◆ What is expected ◆
Transcribe every entry exactly, with nothing added or left out.

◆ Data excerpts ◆

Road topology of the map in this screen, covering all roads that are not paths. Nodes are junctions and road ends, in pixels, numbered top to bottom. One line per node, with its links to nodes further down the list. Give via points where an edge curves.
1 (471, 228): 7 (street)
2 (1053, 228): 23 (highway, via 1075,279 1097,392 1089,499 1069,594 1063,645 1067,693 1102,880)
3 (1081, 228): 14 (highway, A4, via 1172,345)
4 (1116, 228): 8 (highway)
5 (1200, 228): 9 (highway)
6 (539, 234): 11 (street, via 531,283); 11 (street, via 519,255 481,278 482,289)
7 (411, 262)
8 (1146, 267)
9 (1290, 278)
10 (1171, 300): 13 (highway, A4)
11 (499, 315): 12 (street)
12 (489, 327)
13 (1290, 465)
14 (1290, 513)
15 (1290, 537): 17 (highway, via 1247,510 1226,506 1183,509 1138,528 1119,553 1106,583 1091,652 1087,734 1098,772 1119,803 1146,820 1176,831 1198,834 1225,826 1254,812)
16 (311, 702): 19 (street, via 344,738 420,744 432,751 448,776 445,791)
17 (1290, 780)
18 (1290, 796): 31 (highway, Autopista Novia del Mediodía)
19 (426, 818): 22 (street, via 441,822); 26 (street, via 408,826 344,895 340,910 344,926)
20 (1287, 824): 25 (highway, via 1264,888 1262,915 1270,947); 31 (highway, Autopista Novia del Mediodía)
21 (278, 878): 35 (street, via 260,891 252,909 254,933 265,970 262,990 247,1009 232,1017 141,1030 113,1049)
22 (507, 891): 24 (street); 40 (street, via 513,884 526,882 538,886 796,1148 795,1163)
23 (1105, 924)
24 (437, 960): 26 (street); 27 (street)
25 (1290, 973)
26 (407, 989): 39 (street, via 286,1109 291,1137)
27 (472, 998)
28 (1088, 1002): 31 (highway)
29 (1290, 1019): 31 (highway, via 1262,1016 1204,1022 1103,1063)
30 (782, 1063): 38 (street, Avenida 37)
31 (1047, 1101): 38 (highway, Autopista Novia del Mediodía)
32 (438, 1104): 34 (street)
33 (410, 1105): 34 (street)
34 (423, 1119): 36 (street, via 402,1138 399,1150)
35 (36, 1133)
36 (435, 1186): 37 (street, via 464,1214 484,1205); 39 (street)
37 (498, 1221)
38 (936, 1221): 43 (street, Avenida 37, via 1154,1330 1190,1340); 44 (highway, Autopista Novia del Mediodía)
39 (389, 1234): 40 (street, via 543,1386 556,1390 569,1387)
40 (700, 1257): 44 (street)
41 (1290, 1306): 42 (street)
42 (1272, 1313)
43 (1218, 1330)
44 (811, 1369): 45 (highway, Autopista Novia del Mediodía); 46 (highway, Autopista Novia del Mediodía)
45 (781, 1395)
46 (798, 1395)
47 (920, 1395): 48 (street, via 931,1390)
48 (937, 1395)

◆ Final answer ◆
Road topology of the map in this screen, covering all roads that are not paths. Nodes are junctions and road ends, in pixels, numbered top to bottom. One line per node, with its links to nodes further down the list. Give via points where an edge curves.
1 (471, 228): 7 (street)
2 (1053, 228): 23 (highway, via 1075,279 1097,392 1089,499 1069,594 1063,645 1067,693 1102,880)
3 (1081, 228): 14 (highway, A4, via 1172,345)
4 (1116, 228): 8 (highway)
5 (1200, 228): 9 (highway)
6 (539, 234): 11 (street, via 531,283); 11 (street, via 519,255 481,278 482,289)
7 (411, 262)
8 (1146, 267)
9 (1290, 278)
10 (1171, 300): 13 (highway, A4)
11 (499, 315): 12 (street)
12 (489, 327)
13 (1290, 465)
14 (1290, 513)
15 (1290, 537): 17 (highway, via 1247,510 1226,506 1183,509 1138,528 1119,553 1106,583 1091,652 1087,734 1098,772 1119,803 1146,820 1176,831 1198,834 1225,826 1254,812)
16 (311, 702): 19 (street, via 344,738 420,744 432,751 448,776 445,791)
17 (1290, 780)
18 (1290, 796): 31 (highway, Autopista Novia del Mediodía)
19 (426, 818): 22 (street, via 441,822); 26 (street, via 408,826 344,895 340,910 344,926)
20 (1287, 824): 25 (highway, via 1264,888 1262,915 1270,947); 31 (highway, Autopista Novia del Mediodía)
21 (278, 878): 35 (street, via 260,891 252,909 254,933 265,970 262,990 247,1009 232,1017 141,1030 113,1049)
22 (507, 891): 24 (street); 40 (street, via 513,884 526,882 538,886 796,1148 795,1163)
23 (1105, 924)
24 (437, 960): 26 (street); 27 (street)
25 (1290, 973)
26 (407, 989): 39 (street, via 286,1109 291,1137)
27 (472, 998)
28 (1088, 1002): 31 (highway)
29 (1290, 1019): 31 (highway, via 1262,1016 1204,1022 1103,1063)
30 (782, 1063): 38 (street, Avenida 37)
31 (1047, 1101): 38 (highway, Autopista Novia del Mediodía)
32 (438, 1104): 34 (street)
33 (410, 1105): 34 (street)
34 (423, 1119): 36 (street, via 402,1138 399,1150)
35 (36, 1133)
36 (435, 1186): 37 (street, via 464,1214 484,1205); 39 (street)
37 (498, 1221)
38 (936, 1221): 43 (street, Avenida 37, via 1154,1330 1190,1340); 44 (highway, Autopista Novia del Mediodía)
39 (389, 1234): 40 (street, via 543,1386 556,1390 569,1387)
40 (700, 1257): 44 (street)
41 (1290, 1306): 42 (street)
42 (1272, 1313)
43 (1218, 1330)
44 (811, 1369): 45 (highway, Autopista Novia del Mediodía); 46 (highway, Autopista Novia del Mediodía)
45 (781, 1395)
46 (798, 1395)
47 (920, 1395): 48 (street, via 931,1390)
48 (937, 1395)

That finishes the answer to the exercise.